A nova listagem foi anexada e, novamente, alvo de críticas do advogado, que reiterou pedido de quebra de sigilo e disse que a mãe do menino chegou a ser alvo de ameaça. No processo, consta print de mensagem de telefone celular: “seu dia esta chegando vai morrer tá na lista”. Palieraqui não é textual em atribuir a ameaça a algum dos herdeiros.

Carro de Rafaat foi metralhado na noite de 15 de junho de 2016 (Foto/Arquivo: Leo Veras)
Carro de Rafaat foi metralhado na noite de 15 de junho de 2016 (Foto/Arquivo: Leo Veras)

Tanto em primeira instância quanto no TJ-MS (Tribunal de Justiça de Mato Grosso do Sul) a quebra total dos sigilos fiscal e bancário foi negada, sob argumentação de que não há indícios suficientes para permitir a abertura dos dados pessoais da família.

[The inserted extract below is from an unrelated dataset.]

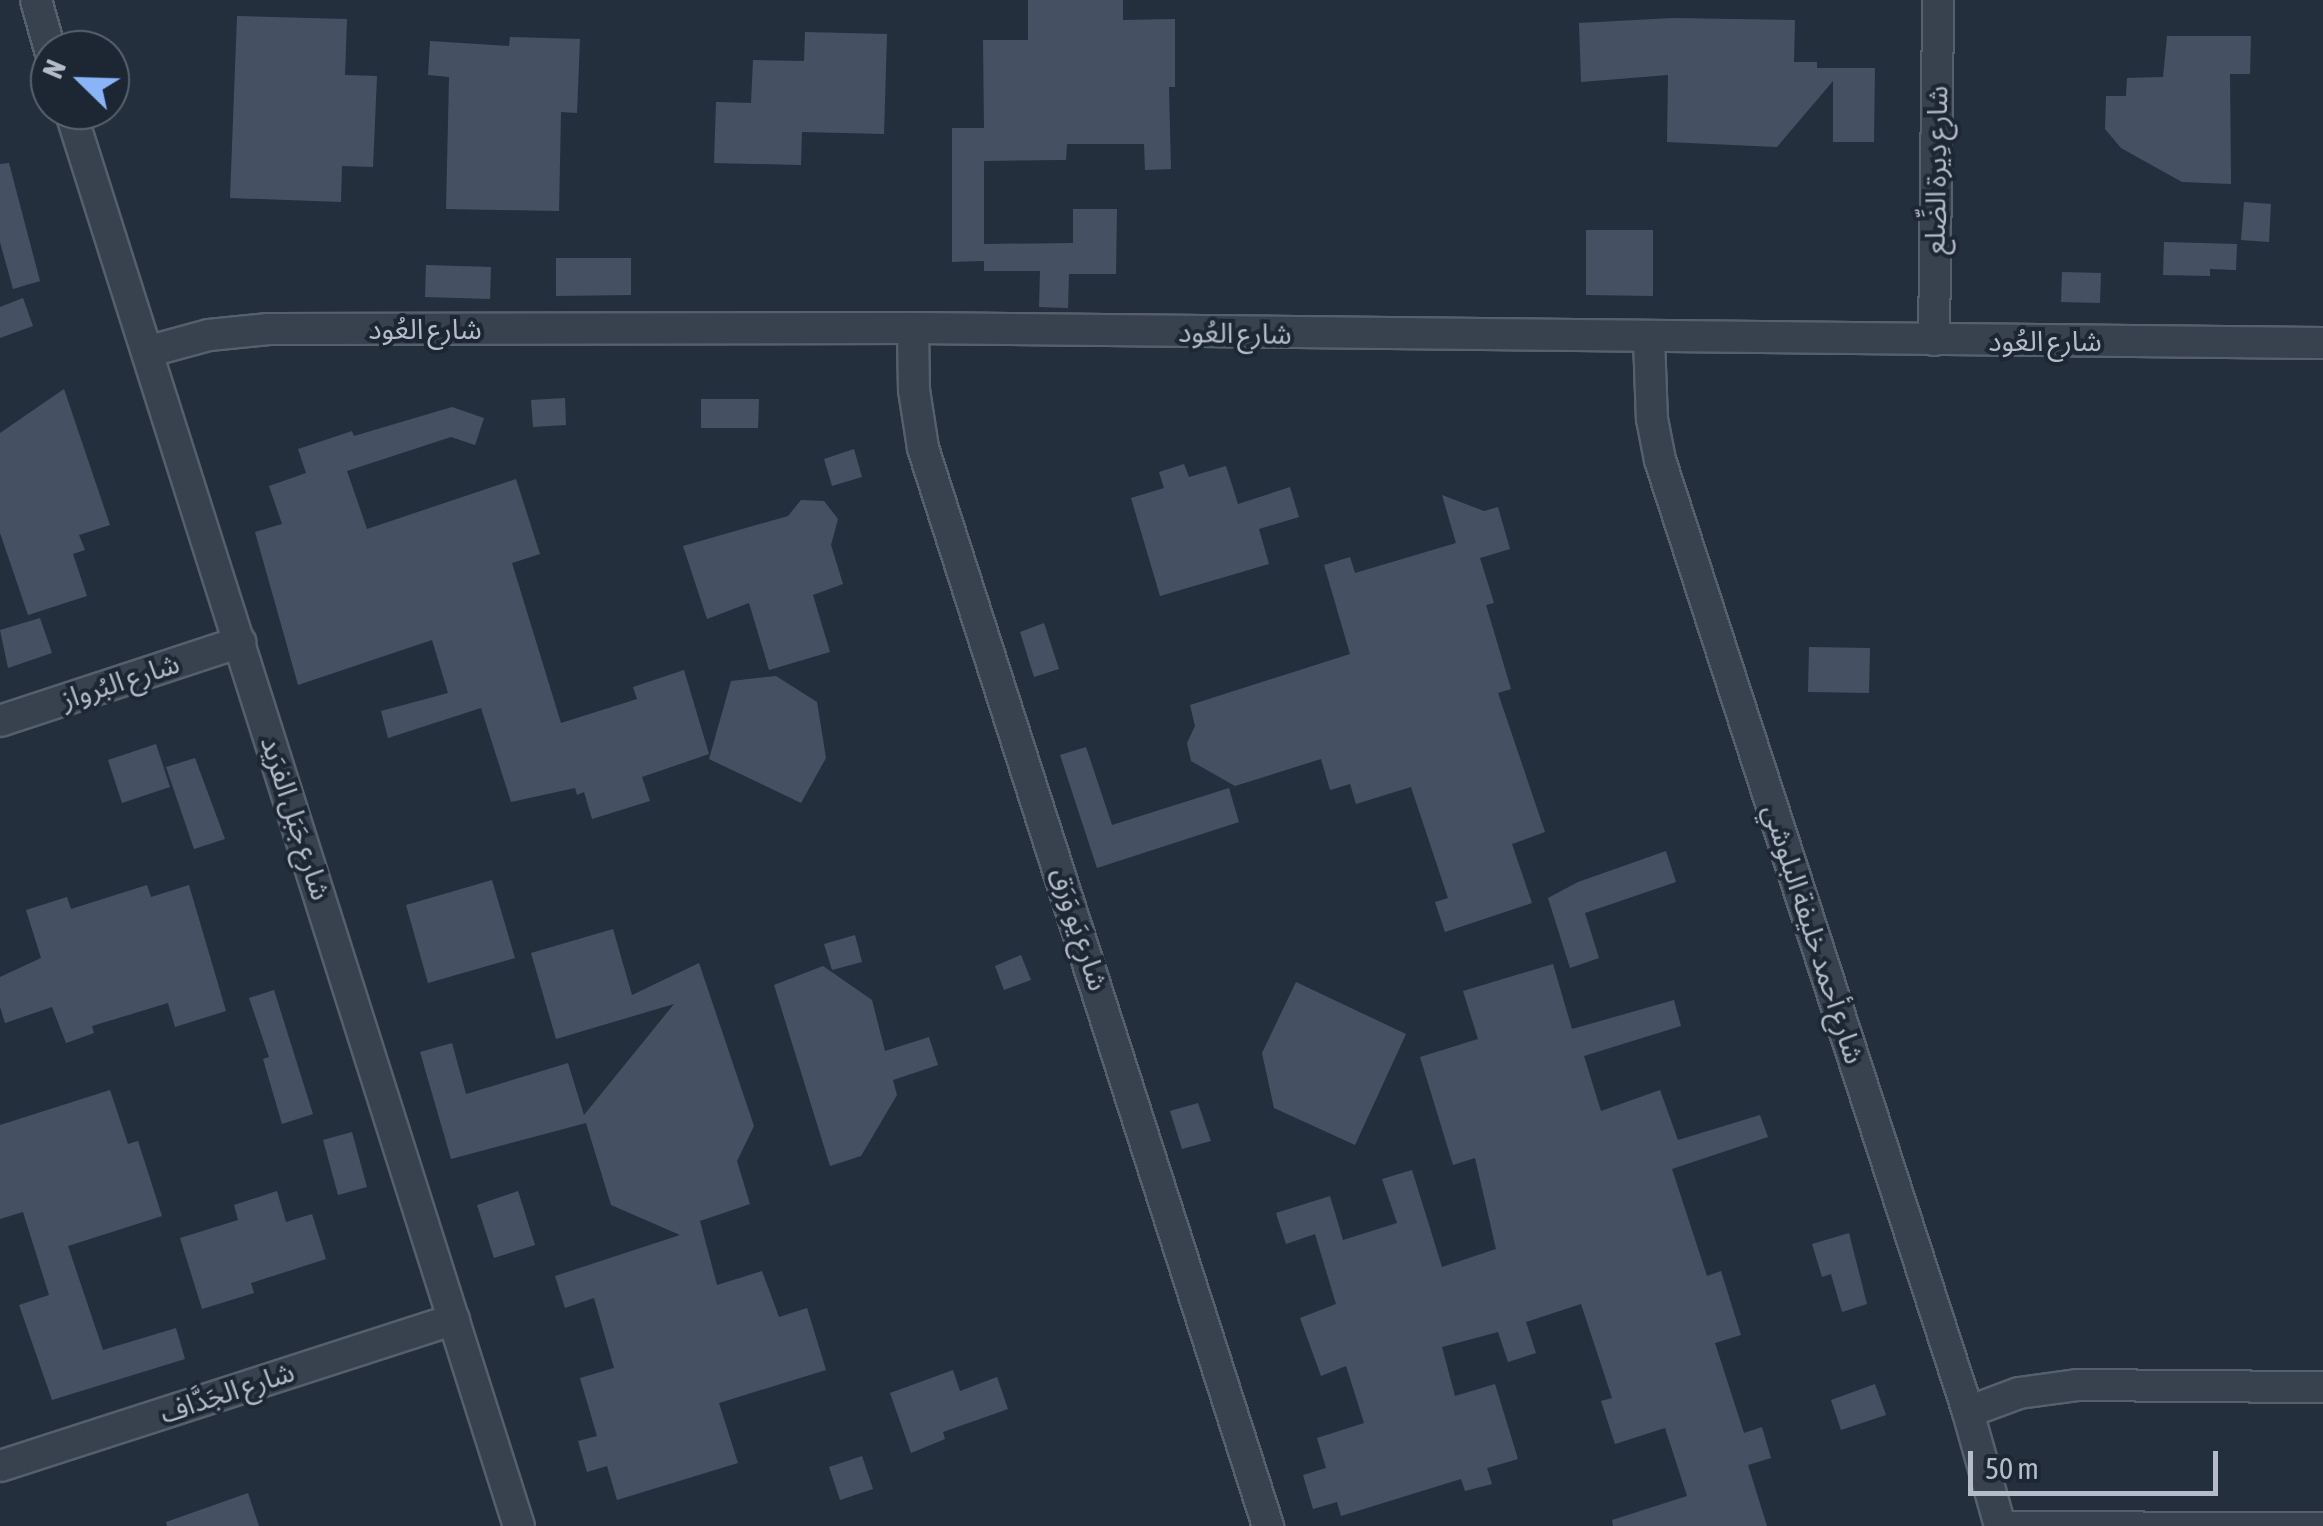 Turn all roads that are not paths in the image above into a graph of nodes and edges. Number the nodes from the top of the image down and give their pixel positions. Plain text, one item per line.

Porém, em resposta à segunda contestação, o desembargador Eduardo Machado Rocha, da 3ª Câmara Cível determinou que a Receita Federal anexasse ao processo as últimas cinco declarações do Imposto de Renda de Rafaat, da viúva e dos três filhos: o empresário Fares Jorge Toumani, 36 anos, a veterinária Nadja Espinoza Toumani, 34 anos e o publicitário Rafaat Jorge Toumani, 29 anos.

Nesses documentos, outros bens aparecem, e outros são excluídos, estes, atestando a argumentação da família Toumani no processo, de que alguns dos imóveis foram vendidos, como o de São Paulo e outros dois em Ponta Porã.

Porém, é somente nesta fase que são incluídos os 90% de cota capital da firma Cubiertas Sociedad de Responsabilidad Ltda, em Salto del Guairá, região de Canindeyu, avaliada em R$ 483,480 mil.

Em maio deste ano, o representante legal da criança voltou a questionar os valores, pedindo que fosse incluída no inventário a doação feita por Rafaat à esposa no valor de R$ 1 milhão, a revisão de doações de imóveis feito por ele aos filhos e à Angela, além da atualização dos valores de vários lotes.

O questionamento na partilha de bens pode se arrastar por anos na justiça, segundo profissionais ouvidos pela reportagem. A disputa pelos bens pode durar tanto quanto a guerra travada pelo comando do narcotráfico na fronteira.